Astrocyte GGTI-mediated Rac1 prenylation upregulates NF-κB expression and promotes neuronal apoptosis following hypoxia/ischemia
- Neuropharmacology. 2016 Apr:103:44-56. doi: 10.1016/j.neuropharm.2015.12.002.
- 1. Institute of Nervous System Diseases, Xuzhou Medical College, 84 West Huai-Hai Road, Xuzhou 221002, Jiangsu, People's Republic of China; Brain Hospital, Affiliated Hospital of Xuzhou Medical College, 99 West Huai-Hai Road, Xuzhou 221002, Jiangsu, People's Republic of China.
- 2. The Graduate School, Xuzhou Medical College, 209 Tong-Shan Road, Xuzhou 221004, Jiangsu, People's Republic of China.

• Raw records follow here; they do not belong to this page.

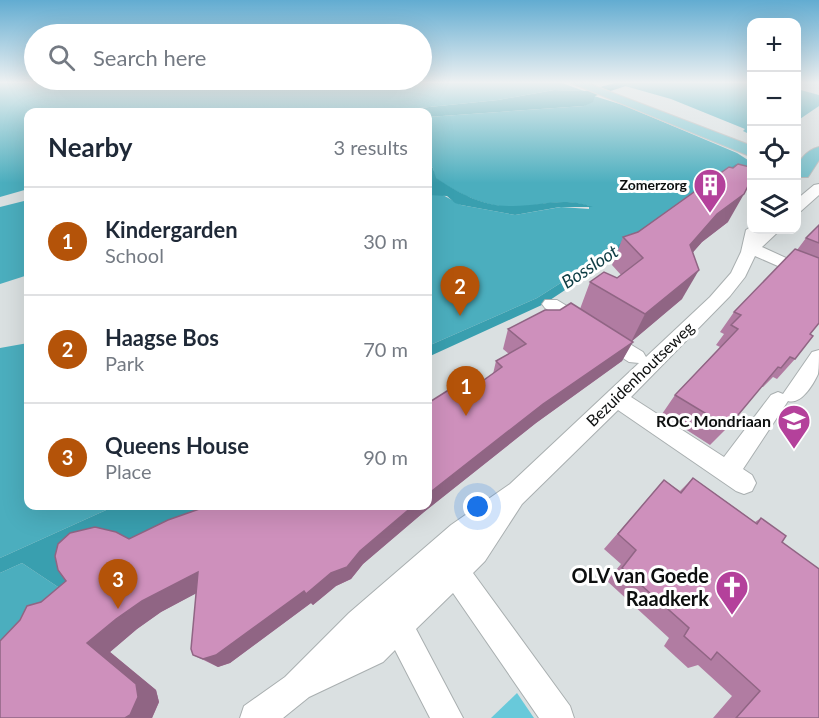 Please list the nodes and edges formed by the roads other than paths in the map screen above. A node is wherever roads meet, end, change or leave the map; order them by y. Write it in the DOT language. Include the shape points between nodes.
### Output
graph roads {
  1 [pos="669,117"];
  2 [pos="683,117"];
  3 [pos="747,138"];
  4 [pos="747,150"];
  5 [pos="805,166"];
  6 [pos="819,180"];
  7 [pos="819,188"];
  8 [pos="801,204"];
  9 [pos="752,239"];
  10 [pos="819,279"];
  11 [pos="551,304"];
  12 [pos="636,357"];
  13 [pos="819,357"];
  14 [pos="615,397"];
  15 [pos="448,562"];
  16 [pos="391,615"];
  17 [pos="256,718"];
  18 [pos="447,718"];
  19 [pos="558,718"];
  1 -- 4 [label="main road"];
  2 -- 3 [label="main road"];
  5 -- 6 [label="main road"];
  7 -- 8 [label="street"];
  9 -- 10 [label="street"];
  9 -- 14 [label="street, Bezuidenhoutseweg" via="736,281"];
  11 -- 12 [label="street"];
  13 -- 14 [label="street" via="785,398 735,477"];
  14 -- 15 [label="street, Bezuidenhoutseweg" via="519,492 476,552"];
  15 -- 16 [label="street, Bezuidenhoutseweg"];
  15 -- 19 [label="street"];
  16 -- 17 [label="street, Bezuidenhoutseweg" via="372,651 296,688"];
  16 -- 18 [label="street"];
} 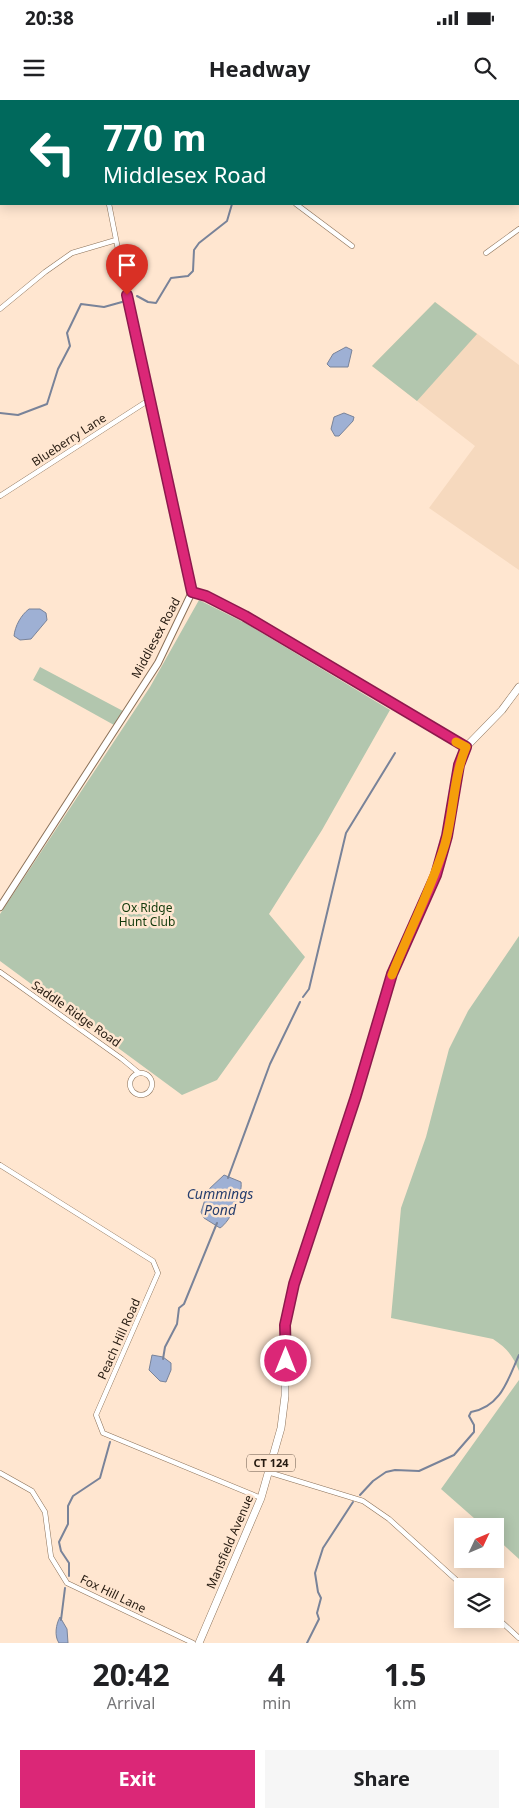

- 3. Brain Hospital, Affiliated Hospital of Xuzhou Medical College, 99 West Huai-Hai Road, Xuzhou 221002, Jiangsu, People's Republic of China.
- 4. Institute of Nervous System Diseases, Xuzhou Medical College, 84 West Huai-Hai Road, Xuzhou 221002, Jiangsu, People's Republic of China; Brain Hospital, Affiliated Hospital of Xuzhou Medical College, 99 West Huai-Hai Road, Xuzhou 221002, Jiangsu, People's Republic of China. Electronic address: [email protected].
- 5. Institute of Nervous System Diseases, Xuzhou Medical College, 84 West Huai-Hai Road, Xuzhou 221002, Jiangsu, People's Republic of China; Brain Hospital, Affiliated Hospital of Xuzhou Medical College, 99 West Huai-Hai Road, Xuzhou 221002, Jiangsu, People's Republic of China. Electronic address: [email protected].
Stroke is the fifth leading cause of death for Americans, and about 87% of all strokes are ischemic strokes. Astrogliosis plays a crucial role in the pathophysiology of delayed neuronal death (DND) following ischemic stroke. Here we reported that astrocyte geranylgeranyltransferase I (GGTI)-mediated Rac1 activation up-regulated NF-κB expression and promoted the neuronal Apoptosis after oxygen-glucose deprivation followed by oxygen-glucose regeneration (OGD/R). We found that GGTIβ (a specific subunit of GGTI) and NF-κB-p65 levels as determined by Western blot and/or immunofluorescent analysis were significantly up-regulated in the reactive astrocytes both in rat transient middle cerebral artery occlusion (tMCAO) and in cell OGD/R models. The increased expression of GGTIβ and p65 was associated with the DND in the ischemic brain. Inhibiting astrocyte GGTI activity by its specific inhibitor GGTi-2147 treatment reduced the activity of Rac1 (one of substrates for GGTI), down-regulated the expression of p65, and ameliorated the OGD/R-induced neuronal Apoptosis. Astrocytes transfected with wild type Rac1, but not the unprenylated Rac1, up-regulated the p65 protein levels and promoted the co-cultured neuronal Apoptosis. Furthermore, over-expression of unprenylated Rac1 in astrocytes significantly decreased the neuronal Apoptosis. In addition, over-expression of NF-κB-p65 in astrocytes significantly increased the co-cultured neuronal Apoptosis under OGD/R condition. Our findings suggest that astrocyte GGTI-mediated Rac1 activation contributed to the DND and that GGTI-Rac1-NF-κB signaling may be a potential target for the therapy of ischemic stroke.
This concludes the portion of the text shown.